------ Working data

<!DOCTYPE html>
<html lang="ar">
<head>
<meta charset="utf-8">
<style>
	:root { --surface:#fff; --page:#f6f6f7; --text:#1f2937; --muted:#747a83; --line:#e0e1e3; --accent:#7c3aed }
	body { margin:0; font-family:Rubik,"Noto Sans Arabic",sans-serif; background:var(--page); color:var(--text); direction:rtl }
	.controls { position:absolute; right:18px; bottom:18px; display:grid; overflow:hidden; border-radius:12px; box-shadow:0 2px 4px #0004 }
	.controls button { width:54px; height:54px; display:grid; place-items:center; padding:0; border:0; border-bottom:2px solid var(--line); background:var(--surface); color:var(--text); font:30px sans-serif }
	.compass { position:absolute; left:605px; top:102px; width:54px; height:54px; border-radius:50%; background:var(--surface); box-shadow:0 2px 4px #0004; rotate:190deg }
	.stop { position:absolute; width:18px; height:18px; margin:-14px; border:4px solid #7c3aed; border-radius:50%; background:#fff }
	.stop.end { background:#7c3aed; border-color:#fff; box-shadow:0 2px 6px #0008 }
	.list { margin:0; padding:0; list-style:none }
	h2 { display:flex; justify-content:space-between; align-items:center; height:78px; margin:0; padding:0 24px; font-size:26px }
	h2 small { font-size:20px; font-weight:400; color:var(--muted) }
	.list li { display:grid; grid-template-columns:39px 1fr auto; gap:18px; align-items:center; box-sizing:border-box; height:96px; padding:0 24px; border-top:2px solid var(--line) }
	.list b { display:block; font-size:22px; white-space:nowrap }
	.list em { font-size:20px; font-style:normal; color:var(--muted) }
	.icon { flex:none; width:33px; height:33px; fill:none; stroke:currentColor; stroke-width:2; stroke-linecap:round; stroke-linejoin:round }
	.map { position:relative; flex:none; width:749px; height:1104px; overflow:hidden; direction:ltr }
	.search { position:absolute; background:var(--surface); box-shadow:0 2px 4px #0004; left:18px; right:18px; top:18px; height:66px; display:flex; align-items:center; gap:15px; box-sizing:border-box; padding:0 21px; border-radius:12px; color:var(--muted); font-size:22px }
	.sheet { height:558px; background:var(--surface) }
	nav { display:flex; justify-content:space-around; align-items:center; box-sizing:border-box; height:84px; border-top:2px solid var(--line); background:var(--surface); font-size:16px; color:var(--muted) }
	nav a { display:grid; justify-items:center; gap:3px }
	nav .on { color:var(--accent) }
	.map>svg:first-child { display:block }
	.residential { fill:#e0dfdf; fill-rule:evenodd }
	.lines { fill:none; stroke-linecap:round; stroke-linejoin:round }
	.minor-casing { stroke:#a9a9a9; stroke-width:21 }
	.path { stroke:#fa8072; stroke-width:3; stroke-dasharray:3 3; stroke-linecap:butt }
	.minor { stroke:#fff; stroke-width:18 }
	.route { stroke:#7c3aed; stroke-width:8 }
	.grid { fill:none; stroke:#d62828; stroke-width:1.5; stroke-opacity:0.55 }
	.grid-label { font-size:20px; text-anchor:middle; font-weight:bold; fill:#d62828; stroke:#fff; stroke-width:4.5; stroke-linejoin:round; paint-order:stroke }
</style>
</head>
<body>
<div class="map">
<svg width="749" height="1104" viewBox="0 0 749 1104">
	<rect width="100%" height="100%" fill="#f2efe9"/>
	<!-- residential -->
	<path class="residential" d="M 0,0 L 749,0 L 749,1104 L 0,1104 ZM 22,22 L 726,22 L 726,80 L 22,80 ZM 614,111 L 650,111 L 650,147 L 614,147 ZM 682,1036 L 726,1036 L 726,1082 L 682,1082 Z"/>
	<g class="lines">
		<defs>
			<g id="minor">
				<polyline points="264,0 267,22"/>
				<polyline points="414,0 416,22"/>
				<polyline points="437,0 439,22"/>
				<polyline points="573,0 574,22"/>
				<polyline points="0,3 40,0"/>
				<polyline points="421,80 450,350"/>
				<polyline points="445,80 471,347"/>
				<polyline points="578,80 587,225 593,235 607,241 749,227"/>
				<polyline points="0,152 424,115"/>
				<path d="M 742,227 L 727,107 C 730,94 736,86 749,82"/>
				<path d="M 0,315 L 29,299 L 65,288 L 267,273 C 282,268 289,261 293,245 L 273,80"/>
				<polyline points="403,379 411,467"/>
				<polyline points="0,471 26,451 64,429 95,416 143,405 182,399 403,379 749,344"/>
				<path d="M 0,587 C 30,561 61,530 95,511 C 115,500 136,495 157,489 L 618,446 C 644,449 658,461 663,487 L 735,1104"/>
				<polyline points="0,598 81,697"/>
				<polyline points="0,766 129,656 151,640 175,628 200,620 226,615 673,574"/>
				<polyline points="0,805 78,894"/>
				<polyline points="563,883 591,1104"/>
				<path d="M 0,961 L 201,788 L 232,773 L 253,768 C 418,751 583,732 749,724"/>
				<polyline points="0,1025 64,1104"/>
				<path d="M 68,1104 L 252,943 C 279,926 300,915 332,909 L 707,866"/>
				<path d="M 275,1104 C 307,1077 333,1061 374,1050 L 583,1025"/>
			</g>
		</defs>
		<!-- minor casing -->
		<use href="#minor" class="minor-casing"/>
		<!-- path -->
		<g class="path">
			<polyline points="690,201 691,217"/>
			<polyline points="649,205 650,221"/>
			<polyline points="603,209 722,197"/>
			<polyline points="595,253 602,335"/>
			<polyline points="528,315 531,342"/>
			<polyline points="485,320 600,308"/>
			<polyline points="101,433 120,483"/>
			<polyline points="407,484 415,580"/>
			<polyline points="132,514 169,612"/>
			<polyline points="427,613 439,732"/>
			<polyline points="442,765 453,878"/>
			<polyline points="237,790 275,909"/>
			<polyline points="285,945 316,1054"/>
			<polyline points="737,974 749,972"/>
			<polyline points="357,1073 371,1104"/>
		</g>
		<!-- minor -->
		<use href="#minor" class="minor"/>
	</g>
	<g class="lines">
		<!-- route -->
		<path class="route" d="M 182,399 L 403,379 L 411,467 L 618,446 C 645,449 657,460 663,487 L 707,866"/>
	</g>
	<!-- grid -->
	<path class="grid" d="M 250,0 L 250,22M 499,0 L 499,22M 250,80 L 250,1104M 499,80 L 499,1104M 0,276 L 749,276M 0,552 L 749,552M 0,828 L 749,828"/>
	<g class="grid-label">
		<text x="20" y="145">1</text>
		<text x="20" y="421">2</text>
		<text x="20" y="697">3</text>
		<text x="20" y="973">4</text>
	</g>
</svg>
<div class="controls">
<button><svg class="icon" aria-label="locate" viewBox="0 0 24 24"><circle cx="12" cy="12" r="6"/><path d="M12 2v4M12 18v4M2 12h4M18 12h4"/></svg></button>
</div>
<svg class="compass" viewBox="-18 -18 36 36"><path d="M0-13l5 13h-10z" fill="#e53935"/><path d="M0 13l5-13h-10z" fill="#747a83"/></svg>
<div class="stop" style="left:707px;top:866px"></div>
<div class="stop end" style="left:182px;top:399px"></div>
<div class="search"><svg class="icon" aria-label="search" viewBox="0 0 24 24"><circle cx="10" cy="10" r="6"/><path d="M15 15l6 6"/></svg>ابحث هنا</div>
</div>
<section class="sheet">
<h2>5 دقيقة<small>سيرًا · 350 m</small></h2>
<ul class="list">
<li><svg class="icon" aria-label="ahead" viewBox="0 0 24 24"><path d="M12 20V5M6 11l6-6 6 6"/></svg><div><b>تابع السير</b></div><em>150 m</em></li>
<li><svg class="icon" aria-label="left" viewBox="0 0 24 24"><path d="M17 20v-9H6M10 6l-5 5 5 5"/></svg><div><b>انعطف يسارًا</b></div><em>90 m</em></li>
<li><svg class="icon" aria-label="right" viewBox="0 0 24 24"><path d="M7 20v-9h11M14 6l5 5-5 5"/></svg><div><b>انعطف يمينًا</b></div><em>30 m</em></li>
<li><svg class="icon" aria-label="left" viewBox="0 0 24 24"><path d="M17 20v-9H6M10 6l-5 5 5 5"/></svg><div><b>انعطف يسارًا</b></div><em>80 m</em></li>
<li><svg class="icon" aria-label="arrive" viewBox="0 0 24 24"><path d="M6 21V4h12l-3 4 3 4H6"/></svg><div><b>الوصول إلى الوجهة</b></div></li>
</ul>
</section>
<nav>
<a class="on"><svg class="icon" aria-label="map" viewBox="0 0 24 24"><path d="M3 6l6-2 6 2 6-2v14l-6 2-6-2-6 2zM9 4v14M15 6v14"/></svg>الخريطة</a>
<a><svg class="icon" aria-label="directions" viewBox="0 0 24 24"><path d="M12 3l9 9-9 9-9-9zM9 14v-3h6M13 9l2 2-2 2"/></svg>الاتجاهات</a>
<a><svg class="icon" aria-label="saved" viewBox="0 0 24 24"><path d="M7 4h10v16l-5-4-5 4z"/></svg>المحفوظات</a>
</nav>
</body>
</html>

------------

#### What to work on
Copy the lines of the data above exactly as written, beginning with the line containing "background:var(--page); color:var(--text); direction:rtl" and ending with the line containing "position:absolute; width:18px; height:18px;", and leave out all other lines.

#### Worked solution
	body { margin:0; font-family:Rubik,"Noto Sans Arabic",sans-serif; background:var(--page); color:var(--text); direction:rtl }
	.controls { position:absolute; right:18px; bottom:18px; display:grid; overflow:hidden; border-radius:12px; box-shadow:0 2px 4px #0004 }
	.controls button { width:54px; height:54px; display:grid; place-items:center; padding:0; border:0; border-bottom:2px solid var(--line); background:var(--surface); color:var(--text); font:30px sans-serif }
	.compass { position:absolute; left:605px; top:102px; width:54px; height:54px; border-radius:50%; background:var(--surface); box-shadow:0 2px 4px #0004; rotate:190deg }
	.stop { position:absolute; width:18px; height:18px; margin:-14px; border:4px solid #7c3aed; border-radius:50%; background:#fff }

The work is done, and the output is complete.